*EXERCISE REQUIREMENTS*.
Print every entry below again exactly as written, skipping the pictures.

[Stored data]
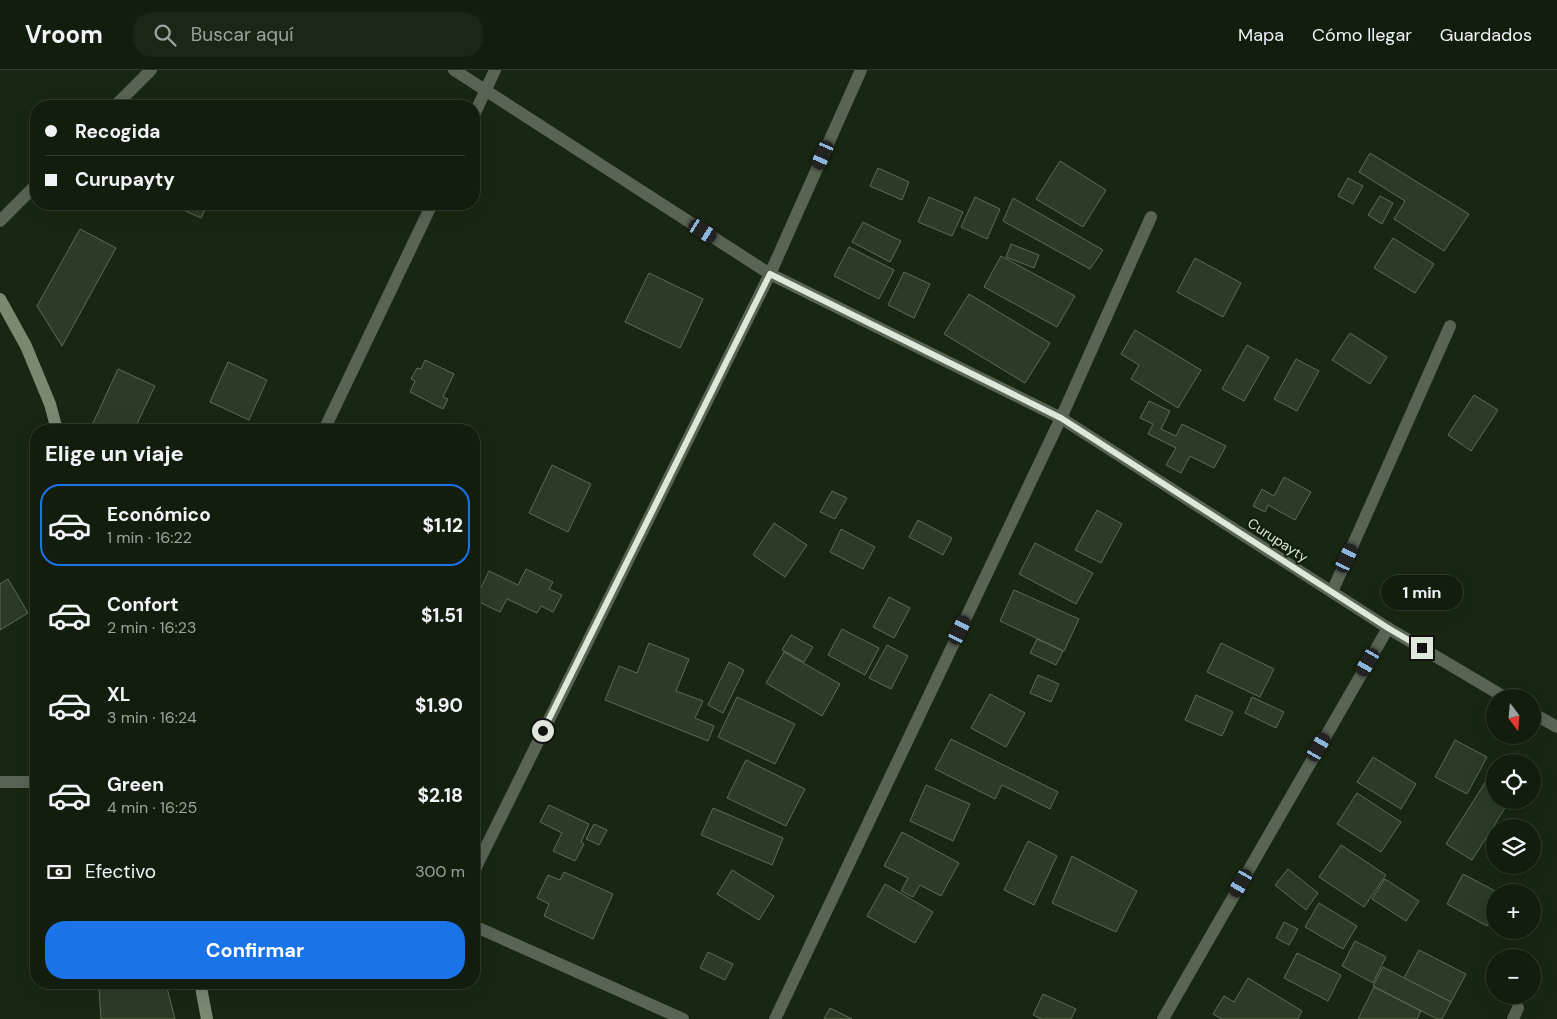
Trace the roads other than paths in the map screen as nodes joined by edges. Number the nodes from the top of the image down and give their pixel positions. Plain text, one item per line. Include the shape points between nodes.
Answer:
1 (151, 70) edge
2 (454, 70) edge
3 (495, 70) edge
4 (861, 70) edge
5 (486, 90) junction
6 (121, 100) edge
7 (480, 102) edge
8 (30, 191) edge
9 (429, 210) edge
10 (1152, 217) dead end
11 (0, 221) edge
12 (770, 274) junction
13 (0, 299) edge
14 (1450, 326) dead end
15 (1061, 418) junction
16 (55, 424) edge
17 (327, 424) edge
18 (1332, 592) junction
19 (1388, 628) junction
20 (1491, 689) edge
21 (1541, 718) edge
22 (1557, 727) edge
23 (0, 782) edge
24 (30, 782) edge
25 (480, 859) edge
26 (480, 929) edge
27 (202, 989) edge
28 (208, 1019) edge
29 (683, 1019) edge
30 (775, 1019) edge
31 (1163, 1019) edge

1 - 6 street
2 - 5 street, Curupayty
3 - 5 street
4 - 12 street
5 - 7 street
5 - 12 street, Curupayty
8 - 11 street
9 - 17 street
10 - 15 street
12 - 15 street, Curupayty
12 - 25 street
13 - 16 street via 26,346
14 - 18 street
15 - 18 street, Curupayty
15 - 30 street
18 - 19 street, Curupayty
19 - 20 street, Curupayty
19 - 31 street
21 - 22 street
23 - 24 street
26 - 29 street
27 - 28 street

*REPLY*.
Trace the roads other than paths in the map screen as nodes joined by edges. Number the nodes from the top of the image down and give their pixel positions. Plain text, one item per line. Include the shape points between nodes.
Answer:
1 (151, 70) edge
2 (454, 70) edge
3 (495, 70) edge
4 (861, 70) edge
5 (486, 90) junction
6 (121, 100) edge
7 (480, 102) edge
8 (30, 191) edge
9 (429, 210) edge
10 (1152, 217) dead end
11 (0, 221) edge
12 (770, 274) junction
13 (0, 299) edge
14 (1450, 326) dead end
15 (1061, 418) junction
16 (55, 424) edge
17 (327, 424) edge
18 (1332, 592) junction
19 (1388, 628) junction
20 (1491, 689) edge
21 (1541, 718) edge
22 (1557, 727) edge
23 (0, 782) edge
24 (30, 782) edge
25 (480, 859) edge
26 (480, 929) edge
27 (202, 989) edge
28 (208, 1019) edge
29 (683, 1019) edge
30 (775, 1019) edge
31 (1163, 1019) edge

1 - 6 street
2 - 5 street, Curupayty
3 - 5 street
4 - 12 street
5 - 7 street
5 - 12 street, Curupayty
8 - 11 street
9 - 17 street
10 - 15 street
12 - 15 street, Curupayty
12 - 25 street
13 - 16 street via 26,346
14 - 18 street
15 - 18 street, Curupayty
15 - 30 street
18 - 19 street, Curupayty
19 - 20 street, Curupayty
19 - 31 street
21 - 22 street
23 - 24 street
26 - 29 street
27 - 28 street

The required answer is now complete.